C.Pharmaceutical therapy:

1.Irritant contact dermatitis: Hydrocortisone 2.5% ointment three to four times per day for 2 weeks.

2.Allergic contact dermatitis:

a.Low-potency topical steroids: Hydrocortisone 2.5% ointment three to four times per day for 1 to 2 weeks after blistering stage. Triamcinolone acetonide 0.025% (Kenalog) ointment/cream twice daily.

b.Medium potency topical steroids: Triamcinolone acetonide 0.1% (Kenalog) cream twice daily.

c.High-potent topical steroids: Fluocinonide 0.05% (Lidex) ointment three to four times per day. Not to be used on face or skin folds.

d.Hydroxyzine 25 to 50 mg four times daily, diphenhydramine (Benadryl) 25 to 50 mg four times daily.
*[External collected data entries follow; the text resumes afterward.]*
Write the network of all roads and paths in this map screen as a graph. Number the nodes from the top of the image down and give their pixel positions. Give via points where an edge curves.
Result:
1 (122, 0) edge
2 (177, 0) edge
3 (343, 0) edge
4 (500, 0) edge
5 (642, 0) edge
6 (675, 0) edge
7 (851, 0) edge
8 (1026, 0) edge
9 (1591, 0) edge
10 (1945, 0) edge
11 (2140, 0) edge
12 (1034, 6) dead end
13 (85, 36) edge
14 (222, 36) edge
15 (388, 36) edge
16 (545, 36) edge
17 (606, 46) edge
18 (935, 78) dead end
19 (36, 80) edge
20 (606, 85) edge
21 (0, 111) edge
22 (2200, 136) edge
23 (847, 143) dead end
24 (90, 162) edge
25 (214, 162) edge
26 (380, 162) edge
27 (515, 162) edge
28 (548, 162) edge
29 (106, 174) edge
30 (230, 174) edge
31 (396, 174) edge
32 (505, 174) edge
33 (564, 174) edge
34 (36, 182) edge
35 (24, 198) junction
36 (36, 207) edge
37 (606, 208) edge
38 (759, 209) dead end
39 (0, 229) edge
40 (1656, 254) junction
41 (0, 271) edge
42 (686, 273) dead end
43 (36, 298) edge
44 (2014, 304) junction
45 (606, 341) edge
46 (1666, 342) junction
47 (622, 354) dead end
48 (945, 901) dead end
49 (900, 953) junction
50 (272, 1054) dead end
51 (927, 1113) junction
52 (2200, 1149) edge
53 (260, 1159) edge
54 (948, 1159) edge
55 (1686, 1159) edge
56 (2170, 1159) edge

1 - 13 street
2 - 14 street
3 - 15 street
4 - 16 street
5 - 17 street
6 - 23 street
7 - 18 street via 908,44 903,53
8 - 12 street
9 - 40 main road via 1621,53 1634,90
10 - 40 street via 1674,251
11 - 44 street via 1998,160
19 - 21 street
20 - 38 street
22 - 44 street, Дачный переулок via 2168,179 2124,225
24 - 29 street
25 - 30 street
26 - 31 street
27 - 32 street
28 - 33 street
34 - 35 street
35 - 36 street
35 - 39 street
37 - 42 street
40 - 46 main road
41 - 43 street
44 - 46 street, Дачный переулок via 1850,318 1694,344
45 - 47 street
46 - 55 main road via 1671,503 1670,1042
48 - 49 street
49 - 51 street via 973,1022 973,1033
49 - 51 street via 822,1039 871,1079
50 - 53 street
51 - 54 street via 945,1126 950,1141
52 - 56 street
e.If rash is severe (face, eyes, genitalia, mucous membranes), consider prednisone 60 to 80 mg/d to start and taper over 10 to 14 days.

f.Triamcinolone acetonide (Kenalog) 40 to 60 mg by intramuscular (IM) injection.

3.Secondary bacterial infections: Erythromycin 250 mg four times daily or amoxicillin, clavulanate acid (Augmentin) 875 mg twice daily for 10 days.

4.Secondary candidiasis infections:

a.Miconazole nitrate 2% cream, miconazole powder, or nystatin cream.

b.Clotrimazole (Lotrimin) or ketoconazole (Nizoral) cream three to four times per day for 10 days.

c.If inflammation is present along with yeast, use Mycolog II.

d.If secondary bacterial infection is present, use mupirocin (Bactroban) ointment three times daily for 7 to 10 days.

Follow-Up

A.None is required if case is mild.

B.See patient again in 2 to 3 days for severe cases, or phone to assess progress.

Consultation/Referral

A.Consult with a physician when steroid treatment is necessary or if worsening symptoms develop despite adequate therapy.

Individual Considerations

A.Pregnancy: If medications are necessary during pregnancy, consider gestational age of fetus and category of medication.

B.Geriatrics:

1.Patients may only exhibit scaling as the prominent irritation rather than erythema and inflammation. Topical medications (neomycin, vitamin E, lanolin) and acrylate adhesives are common causes of contact dermatitis.

2.Avoid first-generation anticholinergics because of risk of confusion, dry mouth, constipation, and other anti-cholinergic effects or toxicity.

3.Pruritus that persists ≥6 weeks in elderly population 65 years old and older is considered a chronic dermatitis condition. Studies indicate that the aging epidermal barrier, nervous system, and immune system predispose geriatrics to a sensation of itchiness. Topical medications are considered first-line treatment for geriatrics; however, systemic treatments might be considered after evaluation of the patient’s comorbid diseases.